## Step 1: Define the optimization problem and its constraints
The problem requires minimizing the objective function: $4 \times \text{black pens} + 4 \times \text{headsets} + 8 \times \text{mechanical pencils} + 9 \times \text{lanyards}$, subject to various constraints on sustainability score, workplace safety impact, and usefulness rating.

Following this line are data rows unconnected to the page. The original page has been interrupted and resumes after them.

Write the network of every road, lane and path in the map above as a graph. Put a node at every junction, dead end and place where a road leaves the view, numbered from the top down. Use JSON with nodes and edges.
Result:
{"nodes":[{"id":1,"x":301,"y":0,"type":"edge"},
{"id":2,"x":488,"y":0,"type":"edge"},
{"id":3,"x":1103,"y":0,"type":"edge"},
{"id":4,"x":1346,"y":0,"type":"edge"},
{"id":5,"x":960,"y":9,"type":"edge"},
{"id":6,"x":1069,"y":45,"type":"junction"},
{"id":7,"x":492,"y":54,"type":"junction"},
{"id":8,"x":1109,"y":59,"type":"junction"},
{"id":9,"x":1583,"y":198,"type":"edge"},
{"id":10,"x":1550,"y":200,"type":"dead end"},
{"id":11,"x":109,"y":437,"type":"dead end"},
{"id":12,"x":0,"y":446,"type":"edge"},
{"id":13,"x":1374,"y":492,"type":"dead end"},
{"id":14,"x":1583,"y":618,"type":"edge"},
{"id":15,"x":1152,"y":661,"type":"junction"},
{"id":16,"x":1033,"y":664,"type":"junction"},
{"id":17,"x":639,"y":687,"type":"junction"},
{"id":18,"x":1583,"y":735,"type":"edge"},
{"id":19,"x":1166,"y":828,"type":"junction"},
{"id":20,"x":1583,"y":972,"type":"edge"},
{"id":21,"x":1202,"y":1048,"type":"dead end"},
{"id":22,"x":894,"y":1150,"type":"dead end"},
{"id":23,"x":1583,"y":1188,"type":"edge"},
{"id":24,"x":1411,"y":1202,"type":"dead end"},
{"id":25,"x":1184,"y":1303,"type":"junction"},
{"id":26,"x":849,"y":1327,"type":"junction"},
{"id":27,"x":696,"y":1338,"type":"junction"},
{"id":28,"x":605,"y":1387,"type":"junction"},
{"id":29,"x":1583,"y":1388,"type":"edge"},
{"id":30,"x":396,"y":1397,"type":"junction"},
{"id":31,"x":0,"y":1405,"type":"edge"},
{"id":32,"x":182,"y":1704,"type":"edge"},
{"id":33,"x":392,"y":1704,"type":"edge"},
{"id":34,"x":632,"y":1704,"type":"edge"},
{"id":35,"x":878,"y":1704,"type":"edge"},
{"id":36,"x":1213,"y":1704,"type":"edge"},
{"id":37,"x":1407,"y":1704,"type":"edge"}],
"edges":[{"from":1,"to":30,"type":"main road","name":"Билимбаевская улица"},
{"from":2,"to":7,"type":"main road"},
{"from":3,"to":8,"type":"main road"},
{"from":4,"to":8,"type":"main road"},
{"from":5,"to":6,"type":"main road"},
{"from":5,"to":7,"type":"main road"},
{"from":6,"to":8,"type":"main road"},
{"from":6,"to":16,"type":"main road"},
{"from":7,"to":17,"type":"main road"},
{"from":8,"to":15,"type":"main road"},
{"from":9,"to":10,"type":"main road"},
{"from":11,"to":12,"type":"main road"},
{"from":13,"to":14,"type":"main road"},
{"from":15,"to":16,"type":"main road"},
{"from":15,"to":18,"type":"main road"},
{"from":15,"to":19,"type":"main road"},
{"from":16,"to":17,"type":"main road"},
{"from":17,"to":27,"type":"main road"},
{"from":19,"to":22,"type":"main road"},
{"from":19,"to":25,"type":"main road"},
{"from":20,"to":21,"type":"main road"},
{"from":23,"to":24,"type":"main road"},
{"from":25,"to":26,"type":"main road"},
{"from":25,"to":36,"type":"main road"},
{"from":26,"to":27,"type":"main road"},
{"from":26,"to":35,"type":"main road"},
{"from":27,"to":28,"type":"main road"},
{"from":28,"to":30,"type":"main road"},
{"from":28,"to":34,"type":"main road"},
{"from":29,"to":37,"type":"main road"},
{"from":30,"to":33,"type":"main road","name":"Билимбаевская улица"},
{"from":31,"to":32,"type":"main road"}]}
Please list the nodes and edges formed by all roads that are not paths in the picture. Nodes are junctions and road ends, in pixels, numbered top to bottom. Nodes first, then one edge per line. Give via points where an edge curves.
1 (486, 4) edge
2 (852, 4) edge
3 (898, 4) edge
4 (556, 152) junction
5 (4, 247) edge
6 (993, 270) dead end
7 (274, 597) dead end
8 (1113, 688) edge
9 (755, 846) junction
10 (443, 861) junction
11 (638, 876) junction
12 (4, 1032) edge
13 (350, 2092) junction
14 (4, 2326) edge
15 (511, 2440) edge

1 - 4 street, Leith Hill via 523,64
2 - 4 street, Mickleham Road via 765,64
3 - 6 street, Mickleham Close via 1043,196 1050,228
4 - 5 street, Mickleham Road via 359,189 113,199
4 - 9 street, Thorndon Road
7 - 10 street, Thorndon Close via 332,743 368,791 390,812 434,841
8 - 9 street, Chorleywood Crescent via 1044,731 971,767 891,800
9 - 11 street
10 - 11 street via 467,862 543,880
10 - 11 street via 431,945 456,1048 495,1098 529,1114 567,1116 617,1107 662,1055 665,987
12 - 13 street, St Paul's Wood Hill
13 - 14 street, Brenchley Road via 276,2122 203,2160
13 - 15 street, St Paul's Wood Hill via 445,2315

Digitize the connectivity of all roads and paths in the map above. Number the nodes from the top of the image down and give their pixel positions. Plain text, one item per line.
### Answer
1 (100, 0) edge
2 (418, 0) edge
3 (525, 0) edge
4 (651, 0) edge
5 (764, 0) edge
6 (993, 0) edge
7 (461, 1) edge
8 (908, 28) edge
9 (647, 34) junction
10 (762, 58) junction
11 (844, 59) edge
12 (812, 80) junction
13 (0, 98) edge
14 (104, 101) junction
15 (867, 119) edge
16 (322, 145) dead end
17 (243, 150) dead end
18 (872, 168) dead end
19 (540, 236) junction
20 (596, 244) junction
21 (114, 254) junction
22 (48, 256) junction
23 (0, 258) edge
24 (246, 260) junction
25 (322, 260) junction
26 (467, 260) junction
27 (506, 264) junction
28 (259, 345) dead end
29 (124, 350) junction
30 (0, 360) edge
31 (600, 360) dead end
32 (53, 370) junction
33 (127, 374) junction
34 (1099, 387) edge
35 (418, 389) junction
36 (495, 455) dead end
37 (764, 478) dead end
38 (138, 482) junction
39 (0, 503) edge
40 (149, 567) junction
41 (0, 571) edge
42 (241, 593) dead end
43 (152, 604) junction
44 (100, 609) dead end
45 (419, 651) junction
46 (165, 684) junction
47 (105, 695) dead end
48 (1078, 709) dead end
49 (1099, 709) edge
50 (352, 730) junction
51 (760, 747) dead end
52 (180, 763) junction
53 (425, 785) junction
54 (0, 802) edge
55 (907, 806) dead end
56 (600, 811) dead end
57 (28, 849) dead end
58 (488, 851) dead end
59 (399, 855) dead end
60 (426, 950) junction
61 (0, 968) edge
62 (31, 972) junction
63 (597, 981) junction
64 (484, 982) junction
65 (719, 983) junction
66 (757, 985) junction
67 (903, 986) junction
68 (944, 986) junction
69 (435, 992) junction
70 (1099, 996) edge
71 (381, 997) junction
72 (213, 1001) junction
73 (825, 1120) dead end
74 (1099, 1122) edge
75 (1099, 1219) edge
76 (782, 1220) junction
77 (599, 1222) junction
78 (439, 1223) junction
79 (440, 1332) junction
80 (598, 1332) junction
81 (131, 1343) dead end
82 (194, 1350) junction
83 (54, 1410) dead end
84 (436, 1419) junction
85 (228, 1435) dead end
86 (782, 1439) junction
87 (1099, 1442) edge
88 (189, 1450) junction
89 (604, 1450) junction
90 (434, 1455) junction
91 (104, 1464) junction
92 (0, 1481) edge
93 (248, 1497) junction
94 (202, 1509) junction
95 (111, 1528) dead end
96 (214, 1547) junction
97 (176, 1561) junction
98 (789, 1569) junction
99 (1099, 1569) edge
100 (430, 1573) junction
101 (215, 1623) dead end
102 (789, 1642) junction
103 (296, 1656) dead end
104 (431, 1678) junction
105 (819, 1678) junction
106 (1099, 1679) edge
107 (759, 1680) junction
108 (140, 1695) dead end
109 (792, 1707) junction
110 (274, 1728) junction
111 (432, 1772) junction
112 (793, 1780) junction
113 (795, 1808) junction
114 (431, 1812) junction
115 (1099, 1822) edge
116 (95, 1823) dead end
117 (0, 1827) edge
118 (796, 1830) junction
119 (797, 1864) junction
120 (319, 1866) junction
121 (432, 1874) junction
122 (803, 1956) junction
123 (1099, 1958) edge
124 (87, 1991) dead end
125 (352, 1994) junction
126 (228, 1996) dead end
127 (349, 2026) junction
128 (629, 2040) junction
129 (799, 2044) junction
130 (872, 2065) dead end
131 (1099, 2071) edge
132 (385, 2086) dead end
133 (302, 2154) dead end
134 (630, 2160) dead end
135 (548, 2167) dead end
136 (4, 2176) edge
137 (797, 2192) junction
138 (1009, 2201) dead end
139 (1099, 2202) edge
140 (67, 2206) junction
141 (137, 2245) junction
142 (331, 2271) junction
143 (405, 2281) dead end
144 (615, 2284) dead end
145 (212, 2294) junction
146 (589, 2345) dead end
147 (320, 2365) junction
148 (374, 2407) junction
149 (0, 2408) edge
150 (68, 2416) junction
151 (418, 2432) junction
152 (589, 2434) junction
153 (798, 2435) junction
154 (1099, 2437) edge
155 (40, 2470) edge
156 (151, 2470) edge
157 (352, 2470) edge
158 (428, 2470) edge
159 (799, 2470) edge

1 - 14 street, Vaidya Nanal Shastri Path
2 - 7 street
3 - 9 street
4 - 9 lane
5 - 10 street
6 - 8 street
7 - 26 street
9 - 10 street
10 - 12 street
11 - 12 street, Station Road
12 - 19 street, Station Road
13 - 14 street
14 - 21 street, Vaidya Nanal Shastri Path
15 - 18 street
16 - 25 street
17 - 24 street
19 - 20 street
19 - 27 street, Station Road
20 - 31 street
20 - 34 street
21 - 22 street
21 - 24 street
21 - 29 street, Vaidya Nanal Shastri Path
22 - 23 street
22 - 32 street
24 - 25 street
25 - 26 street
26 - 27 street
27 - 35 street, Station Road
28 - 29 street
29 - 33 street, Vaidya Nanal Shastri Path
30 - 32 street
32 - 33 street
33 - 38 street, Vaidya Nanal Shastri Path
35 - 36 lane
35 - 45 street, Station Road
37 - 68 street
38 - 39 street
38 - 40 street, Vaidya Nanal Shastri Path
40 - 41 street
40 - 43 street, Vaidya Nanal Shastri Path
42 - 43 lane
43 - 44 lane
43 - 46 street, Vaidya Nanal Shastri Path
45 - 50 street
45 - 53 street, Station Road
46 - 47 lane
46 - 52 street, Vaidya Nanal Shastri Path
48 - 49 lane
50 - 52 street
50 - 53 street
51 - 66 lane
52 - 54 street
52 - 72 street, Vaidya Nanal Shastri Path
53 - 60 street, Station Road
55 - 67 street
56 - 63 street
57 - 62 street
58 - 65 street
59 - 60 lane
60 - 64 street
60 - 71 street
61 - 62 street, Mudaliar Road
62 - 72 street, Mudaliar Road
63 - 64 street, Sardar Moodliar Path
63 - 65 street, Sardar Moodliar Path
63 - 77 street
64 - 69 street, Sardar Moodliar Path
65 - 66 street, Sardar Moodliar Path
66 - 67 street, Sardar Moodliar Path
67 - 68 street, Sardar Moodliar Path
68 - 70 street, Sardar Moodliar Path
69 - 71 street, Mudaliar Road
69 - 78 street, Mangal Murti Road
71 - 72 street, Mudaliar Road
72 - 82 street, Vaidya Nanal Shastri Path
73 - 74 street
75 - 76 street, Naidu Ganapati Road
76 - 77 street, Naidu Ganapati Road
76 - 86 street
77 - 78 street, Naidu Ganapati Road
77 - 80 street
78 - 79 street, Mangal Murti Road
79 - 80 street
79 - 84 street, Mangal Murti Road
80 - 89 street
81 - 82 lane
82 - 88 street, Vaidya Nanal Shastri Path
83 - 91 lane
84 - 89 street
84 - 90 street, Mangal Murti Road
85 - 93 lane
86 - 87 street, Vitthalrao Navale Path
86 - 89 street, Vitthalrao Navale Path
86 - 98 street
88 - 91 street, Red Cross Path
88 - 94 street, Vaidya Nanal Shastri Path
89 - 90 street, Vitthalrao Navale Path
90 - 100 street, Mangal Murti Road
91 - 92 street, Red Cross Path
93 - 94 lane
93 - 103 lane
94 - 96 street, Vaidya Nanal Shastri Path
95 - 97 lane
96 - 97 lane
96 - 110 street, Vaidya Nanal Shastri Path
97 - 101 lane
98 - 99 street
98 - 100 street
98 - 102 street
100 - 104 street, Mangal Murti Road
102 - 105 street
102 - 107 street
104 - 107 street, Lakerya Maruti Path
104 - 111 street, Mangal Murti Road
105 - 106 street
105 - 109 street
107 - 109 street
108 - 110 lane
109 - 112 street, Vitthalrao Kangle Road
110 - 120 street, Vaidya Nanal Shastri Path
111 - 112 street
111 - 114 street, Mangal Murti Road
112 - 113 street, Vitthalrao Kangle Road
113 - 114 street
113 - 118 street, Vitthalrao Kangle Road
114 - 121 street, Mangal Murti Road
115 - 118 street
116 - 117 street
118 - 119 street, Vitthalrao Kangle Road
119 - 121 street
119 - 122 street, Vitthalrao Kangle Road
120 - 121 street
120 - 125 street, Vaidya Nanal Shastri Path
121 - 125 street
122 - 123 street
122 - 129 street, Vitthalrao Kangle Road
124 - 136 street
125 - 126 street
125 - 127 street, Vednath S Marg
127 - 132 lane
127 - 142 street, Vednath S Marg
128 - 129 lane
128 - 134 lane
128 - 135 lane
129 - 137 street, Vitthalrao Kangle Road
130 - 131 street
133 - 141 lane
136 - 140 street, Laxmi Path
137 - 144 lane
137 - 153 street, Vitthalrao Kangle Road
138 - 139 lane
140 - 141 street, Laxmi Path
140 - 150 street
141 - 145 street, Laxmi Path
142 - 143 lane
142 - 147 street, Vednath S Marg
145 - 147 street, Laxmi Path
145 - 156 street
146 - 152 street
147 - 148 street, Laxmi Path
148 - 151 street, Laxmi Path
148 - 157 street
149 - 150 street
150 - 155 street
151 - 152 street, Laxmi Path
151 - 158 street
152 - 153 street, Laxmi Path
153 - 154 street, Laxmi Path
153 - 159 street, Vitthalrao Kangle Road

## 2: List all the constraints
1. Sustainability score constraints:
- $20 \times \text{headsets} + 2 \times \text{lanyards} \geq 51$
- $9 \times \text{black pens} + 20 \times \text{headsets} + 10 \times \text{mechanical pencils} \geq 90$
- $9 \times \text{black pens} + 20 \times \text{headsets} + 10 \times \text{mechanical pencils} + 2 \times \text{lanyards} \geq 90$
- $9 \times \text{black pens} + 2 \times \text{lanyards} \leq 261$
- $10 \times \text{mechanical pencils} + 2 \times \text{lanyards} \leq 341$
- $20 \times \text{headsets} + 2 \times \text{lanyards} \leq 153$
- $20 \times \text{headsets} + 10 \times \text{mechanical pencils} \leq 136$
- $9 \times \text{black pens} + 10 \times \text{mechanical pencils} \leq 100$
- $9 \times \text{black pens} + 20 \times \text{headsets} + 2 \times \text{lanyards} \leq 182$
- $9 \times \text{black pens} + 20 \times \text{headsets} + 10 \times \text{mechanical pencils} \leq 208$

2. Workplace safety impact constraints:
- $16 \times \text{headsets} + 7 \times \text{lanyards} \geq 28$
- $16 \times \text{headsets} + 17 \times \text{mechanical pencils} \geq 45$
- $17 \times \text{mechanical pencils} + 7 \times \text{lanyards} \geq 66$
- $10 \times \text{black pens} + 16 \times \text{headsets} + 17 \times \text{mechanical pencils} + 7 \times \text{lanyards} \geq 66$
- $10 \times \text{black pens} + 17 \times \text{mechanical pencils} \leq 180$
- $10 \times \text{black pens} + 16 \times \text{headsets} \leq 281$
- $10 \times \text{black pens} + 7 \times \text{lanyards} \leq 197$
- $10 \times \text{black pens} + 16 \times \text{headsets} + 17 \times \text{mechanical pencils} \leq 107$
- $10 \times \text{black pens} + 16 \times \text{headsets} + 7 \times \text{lanyards} \leq 216$

3. Usefulness rating constraints:
- $16 \times \text{black pens} + 9 \times \text{lanyards} \geq 73$
- $16 \times \text{black pens} + 1 \times \text{mechanical pencils} \geq 72$
- $16 \times \text{black pens} + 12 \times \text{headsets} \geq 56$
- $12 \times \text{headsets} + 1 \times \text{mechanical pencils} \geq 62$
- $16 \times \text{black pens} + 12 \times \text{headsets} + 1 \times \text{mechanical pencils} + 9 \times \text{lanyards} \geq 62$
- $16 \times \text{black pens} + 9 \times \text{lanyards} \leq 332$
- $12 \times \text{headsets} + 1 \times \text{mechanical pencils} \leq 309$
- $16 \times \text{black pens} + 12 \times \text{headsets} \leq 235$

4. Other constraints:
- $-7 \times \text{black pens} + 3 \times \text{headsets} \geq 0$
- $\text{black pens}, \text{headsets}, \text{mechanical pencils}, \text{lanyards}$ are integers.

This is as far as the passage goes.